Şûrâ da aynı kökten bir başka masdar, o da danışma demek. Arapçada ender rastlanan bir sözcük iken, zannederim 19. yüzyıl ortalarında Tanzimat ricali tarafından tozlu sözlüklerin bir köşesinde keşfedilip piyasaya sürülmüş.[1] Fransızca Conseil d’état deyiminin çevirisi olarak Şura-yı Devlet benimsenmiş. Siyasette böyle gün yüzü görmemiş sözler ne zaman gerekir?
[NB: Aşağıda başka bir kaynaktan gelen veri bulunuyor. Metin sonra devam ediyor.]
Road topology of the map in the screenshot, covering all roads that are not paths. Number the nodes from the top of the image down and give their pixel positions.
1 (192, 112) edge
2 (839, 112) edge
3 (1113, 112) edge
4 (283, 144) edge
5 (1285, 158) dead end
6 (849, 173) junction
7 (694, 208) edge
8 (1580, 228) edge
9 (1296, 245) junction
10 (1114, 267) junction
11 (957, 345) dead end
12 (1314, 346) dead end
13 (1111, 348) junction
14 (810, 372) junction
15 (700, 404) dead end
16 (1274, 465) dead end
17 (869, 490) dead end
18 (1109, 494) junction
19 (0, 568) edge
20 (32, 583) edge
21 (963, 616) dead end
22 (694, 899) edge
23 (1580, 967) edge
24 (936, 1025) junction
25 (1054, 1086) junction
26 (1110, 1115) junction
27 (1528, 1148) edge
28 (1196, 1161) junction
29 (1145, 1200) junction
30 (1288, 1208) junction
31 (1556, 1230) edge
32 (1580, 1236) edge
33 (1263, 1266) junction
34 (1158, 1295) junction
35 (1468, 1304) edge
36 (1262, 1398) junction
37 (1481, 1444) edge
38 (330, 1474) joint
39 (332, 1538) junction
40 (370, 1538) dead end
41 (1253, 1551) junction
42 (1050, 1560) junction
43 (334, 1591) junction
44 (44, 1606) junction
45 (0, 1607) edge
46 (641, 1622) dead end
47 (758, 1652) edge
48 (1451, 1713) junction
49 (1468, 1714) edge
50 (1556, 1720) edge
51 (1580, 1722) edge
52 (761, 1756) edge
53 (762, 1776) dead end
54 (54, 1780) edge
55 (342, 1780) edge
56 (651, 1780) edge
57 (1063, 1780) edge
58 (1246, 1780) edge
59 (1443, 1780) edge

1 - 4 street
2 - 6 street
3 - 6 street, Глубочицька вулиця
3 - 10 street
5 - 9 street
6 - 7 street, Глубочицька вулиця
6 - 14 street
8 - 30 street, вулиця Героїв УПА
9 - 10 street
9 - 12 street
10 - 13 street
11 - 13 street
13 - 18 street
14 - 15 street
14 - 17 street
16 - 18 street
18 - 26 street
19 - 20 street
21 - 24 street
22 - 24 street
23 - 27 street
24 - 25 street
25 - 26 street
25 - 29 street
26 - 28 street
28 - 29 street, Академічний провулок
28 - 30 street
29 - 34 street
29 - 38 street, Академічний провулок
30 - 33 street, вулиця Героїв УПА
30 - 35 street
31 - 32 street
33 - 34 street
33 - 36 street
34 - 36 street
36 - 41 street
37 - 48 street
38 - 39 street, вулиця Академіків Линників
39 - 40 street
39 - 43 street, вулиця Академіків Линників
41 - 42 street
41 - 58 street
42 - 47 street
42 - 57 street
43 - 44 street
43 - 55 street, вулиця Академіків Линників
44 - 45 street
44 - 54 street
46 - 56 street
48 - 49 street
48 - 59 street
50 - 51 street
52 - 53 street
Tam ne demek istediğini söylemek istemediğin zaman gerekir! Şura-yı Devlet de Osmanlı siyasi düşüncesinde zahmetli bir dönemeci temsil eder. İlk kez padişahın yetkileri hukuken kısıtlanır; Devlet egemenliğine resmen şirk koşulur; parlamentoya giden yolda ilk adım atılır. Buna mecburen İslami hukuktan bir kılıf uydurulacaktır, o yüzden “müşavere ediniz” ayetini hatırlatmak gerekir. Ama kavram yeni olduğundan kelimenin de yeni olması yeğdir, yoksa ukala kesimi eski kelimeler üzerinde yapılmış eski tartışmaları öyle bir harlar ki bir daha içinden çıkamazsın.

1917’de Rusya’da ihtilal olduğunda şura sözcüğü yeni bir hayat kazanır. Bolşevik Partisinin paravanı olarak iktidara gelen “işçi ve köylü sovyetleri”ne, ki konsey veya “danışma kurulu” demektir, Türkçede şura adı verilir. 1919’da Kars, Ardahan ve Batum’da kısa ömürlü Şura Hükümetleri kurulur; 1920-21’de Anadolu’da Şuracılık akımı alır başını yürür. Mustafa Kemal’in yakın çevresi de bir ara topyekün “şuracı” olur. Sonra vazgeçerler.


[1]Kuran’ın Şura suresini hatırlamamış olmamdan ötürü beni kınayanlar oldu. Haklıdırlar. Her gün Kuran okuma alışkanlığım yok. 34 yıl önce İngilizce mealini okumuştum. Sonra 1977’de Yale’de Profesör Franz Rosenthal’in dersinde bir sömestre boyunca Arapçasına çalıştık. Şimdi elimin altında lazım oldukça başvurmak için bir nüshası duruyor, o kadar.

Arapçada ender rastlanan bir sözcük zannetmemin nedeni, Lane sözlüğünde maddebaşı olmayıp müşavere maddesi içinde gömülü olması imiş. Ondan yanılmışım. Maamafih soyut bir eylem adı iken kurum adı olmasına 19. yüzyıl Osmanlı kullanımından önce rastlandığını sanmıyorum.

Comments

No comments found for this post.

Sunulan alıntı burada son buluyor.